Segment Open
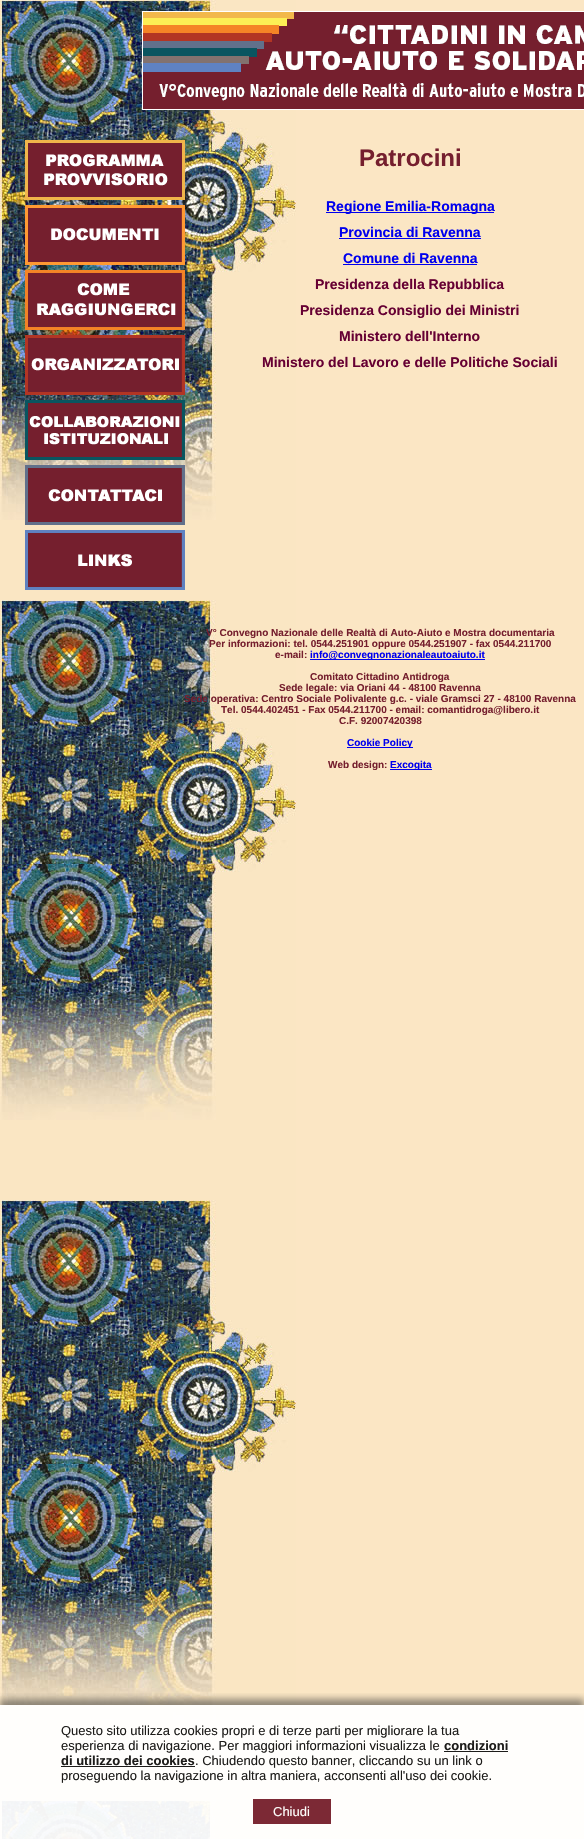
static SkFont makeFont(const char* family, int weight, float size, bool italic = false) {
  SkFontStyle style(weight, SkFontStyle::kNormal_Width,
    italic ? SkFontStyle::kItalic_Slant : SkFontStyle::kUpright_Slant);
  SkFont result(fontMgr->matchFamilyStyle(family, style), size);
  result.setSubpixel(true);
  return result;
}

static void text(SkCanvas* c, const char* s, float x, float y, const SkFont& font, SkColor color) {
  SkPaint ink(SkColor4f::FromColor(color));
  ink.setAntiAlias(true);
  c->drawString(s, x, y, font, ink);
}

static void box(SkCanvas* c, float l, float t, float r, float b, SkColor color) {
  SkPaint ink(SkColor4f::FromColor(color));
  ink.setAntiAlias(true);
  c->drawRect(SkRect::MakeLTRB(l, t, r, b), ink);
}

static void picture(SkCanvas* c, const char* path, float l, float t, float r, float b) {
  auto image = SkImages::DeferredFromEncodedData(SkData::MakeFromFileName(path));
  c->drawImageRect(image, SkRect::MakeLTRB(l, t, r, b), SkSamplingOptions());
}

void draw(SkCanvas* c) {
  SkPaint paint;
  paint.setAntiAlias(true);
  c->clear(0xfffbe6c4);
  picture(c, "img_01.png", 0, 0, 296, 1839);
  picture(c, "img_02.png", 142, 11, 584, 110);
  picture(c, "img_03.png", 25, 140, 185, 200);
  picture(c, "img_04.png", 25, 205, 185, 265);
  picture(c, "img_05.png", 25, 270, 185, 330);
  picture(c, "img_06.png", 25, 335, 185, 395);
  picture(c, "img_07.png", 25, 400, 185, 460);
  picture(c, "img_08.png", 25, 465, 185, 525);
  picture(c, "img_09.png", 25, 530, 185, 590);
  SkFont face1 = makeFont("Liberation Sans", 700, 24);
  text(c, "Patrocini", 359, 166, face1, 0xff751f2e);
  box(c, 326, 212, 494, 213, 0xff0000ee);
  SkFont face2 = makeFont("Liberation Sans", 700, 14);
  text(c, "Regione Emilia-Romagna", 326, 211, face2, 0xff0000ee);
  text(c, "Provincia di Ravenna", 339, 237, face2, 0xff0000ee);
  box(c, 339, 238, 481, 239, 0xff0000ee);
  text(c, "Comune di Ravenna", 343, 263, face2, 0xff0000ee);
  box(c, 343, 264, 477, 265, 0xff0000ee);
  text(c, "Presidenza della Repubblica", 315, 289, face2, 0xff660033);
  text(c, "Presidenza Consiglio dei Ministri", 300, 315, face2, 0xff660033);
  text(c, "Ministero dell'Interno", 339, 341, face2, 0xff660033);
  text(c, "Ministero del Lavoro e delle Politiche Sociali", 262, 367, face2, 0xff660033);
  SkFont face3 = makeFont("Liberation Sans", 700, 10);
  text(c, "V° Convegno Nazionale delle Realtà di Auto-Aiuto e Mostra documentaria", 206, 636, face3, 0xff751f2e);
  text(c, "Per informazioni: tel. 0544.251901 oppure 0544.251907 - fax 0544.211700", 209, 647, face3, 0xff751f2e);
  text(c, "e-mail:", 275, 658, face3, 0xff751f2e);
  box(c, 310, 659, 485, 660, 0xff0000ee);
  text(c, "info@convegnonazionaleautoaiuto.it", 310, 658, face3, 0xff0000ee);
  text(c, "Comitato Cittadino Antidroga", 310, 680, face3, 0xff751f2e);
  text(c, "Sede legale: via Oriani 44 - 48100 Ravenna", 279, 691, face3, 0xff751f2e);
  text(c, "Sede operativa: Centro Sociale Polivalente g.c. - viale Gramsci 27 - 48100 Ravenna", 184, 702, face3, 0xff751f2e);
  text(c, "Tel. 0544.402451 - Fax 0544.211700 - email: comantidroga@libero.it", 221, 713, face3, 0xff751f2e);
  text(c, "C.F. 92007420398", 339, 724, face3, 0xff751f2e);
  box(c, 347, 747, 413, 748, 0xff0000ee);
  text(c, "Cookie Policy", 347, 746, face3, 0xff0000ee);
  text(c, "Web design:", 328, 768, face3, 0xff751f2e);
  box(c, 390, 769, 432, 770, 0xff0000ee);
  text(c, "Excogita", 390, 768, face3, 0xff0000ee);
  c->save();
  c->clipRect(SkRect::MakeLTRB(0, 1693, 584, 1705));
  paint.setColor(0x87323232);
  paint.setMaskFilter(SkMaskFilter::MakeBlur(kNormal_SkBlurStyle, 3.5f));
  c->drawRect(SkRect::MakeLTRB(0, 1699, 584, 1837), paint);
  paint.setMaskFilter(nullptr);
  c->restore();
  box(c, 0, 1705, 584, 1839, 0xf2ffffff);
  SkFont face4 = makeFont("Liberation Sans", 400, 13);
  text(c, "Questo sito utilizza cookies propri e di terze parti per migliorare la tua", 61, 1735, face4, 0xff1d1c1a);
  text(c, "esperienza di navigazione. Per maggiori informazioni visualizza le", 61, 1750, face4, 0xff1d1c1a);
  SkFont face5 = makeFont("Liberation Sans", 700, 13);
  text(c, "condizioni", 444, 1750, face5, 0xff1d1c1a);
  box(c, 444, 1751, 508, 1752, 0xff1d1c1a);
  text(c, "di utilizzo dei cookies", 61, 1765, face5, 0xff1d1c1a);
  box(c, 61, 1766, 195, 1767, 0xff1d1c1a);
  text(c, ". Chiudendo questo banner, cliccando su un link o", 195, 1765, face4, 0xff1d1c1a);
  text(c, "proseguendo la navigazione in altra maniera, acconsenti all'uso dei cookie.", 61, 1780, face4, 0xff1d1c1a);
  box(c, 253, 1799, 331, 1824, 0xff7c2935);
  text(c, "Chiudi", 273, 1816, face4, 0xfffffefc);
}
Segment Closed
Task to complete: Report the number of lines above containing the string "image" as your sole answer.

Response below: 2